Cela ne l’empêcha pas d’accélérer dans la pénultième ascension du Roggenberg et de lâcher sa rivale et amie. Un tour plus tard, la coureuse du comité AURA décrochait son troisième titre de la semaine devant une Amandine Muller en pleurs. Mais elle avait le triomphe un peu triste, en regrettant les circonstances, et s’inquiétant pour ses poignets douloureux.
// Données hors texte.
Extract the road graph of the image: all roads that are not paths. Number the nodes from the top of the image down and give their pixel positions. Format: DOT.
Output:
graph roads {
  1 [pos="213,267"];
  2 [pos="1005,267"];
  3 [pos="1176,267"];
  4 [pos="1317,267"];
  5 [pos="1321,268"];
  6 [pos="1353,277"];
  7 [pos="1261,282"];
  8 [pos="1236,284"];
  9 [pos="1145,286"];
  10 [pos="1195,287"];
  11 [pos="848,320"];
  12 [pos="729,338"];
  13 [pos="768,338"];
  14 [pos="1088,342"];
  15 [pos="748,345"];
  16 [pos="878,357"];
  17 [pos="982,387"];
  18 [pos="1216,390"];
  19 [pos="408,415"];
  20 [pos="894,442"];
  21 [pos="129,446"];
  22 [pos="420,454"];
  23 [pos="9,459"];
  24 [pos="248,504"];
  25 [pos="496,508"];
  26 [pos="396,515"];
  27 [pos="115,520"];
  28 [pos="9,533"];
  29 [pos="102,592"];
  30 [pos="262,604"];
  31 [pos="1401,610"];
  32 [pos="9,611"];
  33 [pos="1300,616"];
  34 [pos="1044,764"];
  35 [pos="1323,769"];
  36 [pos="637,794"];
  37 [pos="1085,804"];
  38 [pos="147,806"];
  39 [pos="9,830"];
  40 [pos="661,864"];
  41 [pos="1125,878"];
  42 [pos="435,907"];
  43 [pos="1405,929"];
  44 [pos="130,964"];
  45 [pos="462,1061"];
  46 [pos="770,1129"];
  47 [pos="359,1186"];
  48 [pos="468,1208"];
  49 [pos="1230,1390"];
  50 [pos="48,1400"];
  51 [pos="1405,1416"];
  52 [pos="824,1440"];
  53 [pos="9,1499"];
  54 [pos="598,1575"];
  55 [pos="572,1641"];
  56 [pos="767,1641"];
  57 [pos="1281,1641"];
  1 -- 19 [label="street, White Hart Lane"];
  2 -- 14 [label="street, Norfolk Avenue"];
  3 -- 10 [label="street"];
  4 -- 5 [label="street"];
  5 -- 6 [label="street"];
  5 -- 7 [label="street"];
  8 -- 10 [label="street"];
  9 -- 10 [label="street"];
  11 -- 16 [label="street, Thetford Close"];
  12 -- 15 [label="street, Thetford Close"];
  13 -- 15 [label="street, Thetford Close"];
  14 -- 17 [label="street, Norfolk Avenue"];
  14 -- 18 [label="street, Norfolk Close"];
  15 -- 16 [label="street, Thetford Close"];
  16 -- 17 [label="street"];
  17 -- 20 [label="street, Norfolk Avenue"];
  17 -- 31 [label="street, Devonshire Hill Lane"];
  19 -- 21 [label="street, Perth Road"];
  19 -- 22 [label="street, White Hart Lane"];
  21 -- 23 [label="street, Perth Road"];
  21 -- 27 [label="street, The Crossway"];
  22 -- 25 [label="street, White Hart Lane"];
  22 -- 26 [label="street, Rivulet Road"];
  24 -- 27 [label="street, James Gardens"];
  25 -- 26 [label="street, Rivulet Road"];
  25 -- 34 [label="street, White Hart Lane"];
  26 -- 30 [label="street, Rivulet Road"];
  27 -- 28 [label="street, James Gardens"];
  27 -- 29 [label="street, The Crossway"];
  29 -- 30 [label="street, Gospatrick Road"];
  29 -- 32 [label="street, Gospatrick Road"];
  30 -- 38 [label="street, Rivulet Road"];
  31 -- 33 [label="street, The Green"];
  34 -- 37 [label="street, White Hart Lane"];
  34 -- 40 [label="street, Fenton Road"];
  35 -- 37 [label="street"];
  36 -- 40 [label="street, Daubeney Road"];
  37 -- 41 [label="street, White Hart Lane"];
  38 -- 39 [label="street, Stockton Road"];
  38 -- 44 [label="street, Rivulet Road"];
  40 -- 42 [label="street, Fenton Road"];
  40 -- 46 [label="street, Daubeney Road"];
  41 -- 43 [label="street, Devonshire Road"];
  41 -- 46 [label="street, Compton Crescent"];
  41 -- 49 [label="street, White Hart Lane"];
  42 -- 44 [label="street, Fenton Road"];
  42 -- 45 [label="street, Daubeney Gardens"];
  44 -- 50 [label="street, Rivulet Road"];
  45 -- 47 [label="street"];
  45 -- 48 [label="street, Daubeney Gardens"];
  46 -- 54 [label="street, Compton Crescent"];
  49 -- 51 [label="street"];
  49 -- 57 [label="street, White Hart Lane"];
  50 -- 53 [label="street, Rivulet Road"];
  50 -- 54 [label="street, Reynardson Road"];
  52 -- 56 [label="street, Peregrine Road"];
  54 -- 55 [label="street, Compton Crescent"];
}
Peut-être est-il permis de les consoler d’une remarque, à propos d’un accident certes regrettable mais qui a contribué à sublimer leur courage aussi bien que leurs qualités physiques ?
Sur la ligne, Amalia Debarges prenait la médaille de bronze, une de plus dans l’escarcelle du comité AURA.
La course débridée des garçons
Sacré champion hier, Noa Isidore nous avertissait : « sur ce genre de circuit, il faut avoir un coup d’avance pour maitriser ses efforts car derrière c’est bim bam boum. » Ce n’est pas Paul Seixas qui le démentira, lui qu’on vit d’abord englué dans le peloton d’une course un peu confuse ou difficile à lire, et dont il dirait le soir qu’il n’y avait « rien compris. »
De fait, le groupe d’échappés est parti très tôt qui, même s’il perdra beaucoup d’éléments en chemin, ira bel et bien au bout – peut-être transcendé par les supporters déchainés qui avaient envahi le Roggenberg.
C’est de ce groupe initial que Camille Charret (AURA) s’extrairait à un tour et demi de l’arrivée, et c’est à lui qu’il résisterait jusqu’au bout, pour devenir champion de France U19 au courage et en gros rouleur, non sans avoir imposé au public un suspense haletant.
C’est dans ce groupe enfin que Paul Seixas, revenu du diable vauvert après avoir « rattrapé dans les deux derniers tours des grappes de coureurs les unes après les autres » (il faut dire que comme toujours les premières chaleurs sont furent sans doute responsables de quelques « serrages de moteur ») comprit enfin que son coéquipier était en tête, et en route vers le sacre.
« Quand j’ai enfin appris que Camille allait gagner, ça m’a consolé d’une journée confuse et difficile. Car, si je peux faire désormais partie des coureurs surveillés et avoir beaucoup de monde sur le porte-bagage, je n’admets pas les attitudes anti-sportives et agressives. Certains semblaient courir plus pour me faire perdre que pour faire une bonne course eux-mêmes. » Le coureur d’AG2R Décathlon U19 règlerait ce contentieux à la pédale, lâchant ses compagnons dans l’ultime mur, pour se lancer derrière Rémi Daumas, sorti entre-temps à la poursuite de Charret. Daumas ne rattraperait pas Charret, et Seixas ne rattraperait pas Daumas. Mais le comité AURA s’attribuerait à nouveau un titre et une médaille de bronze.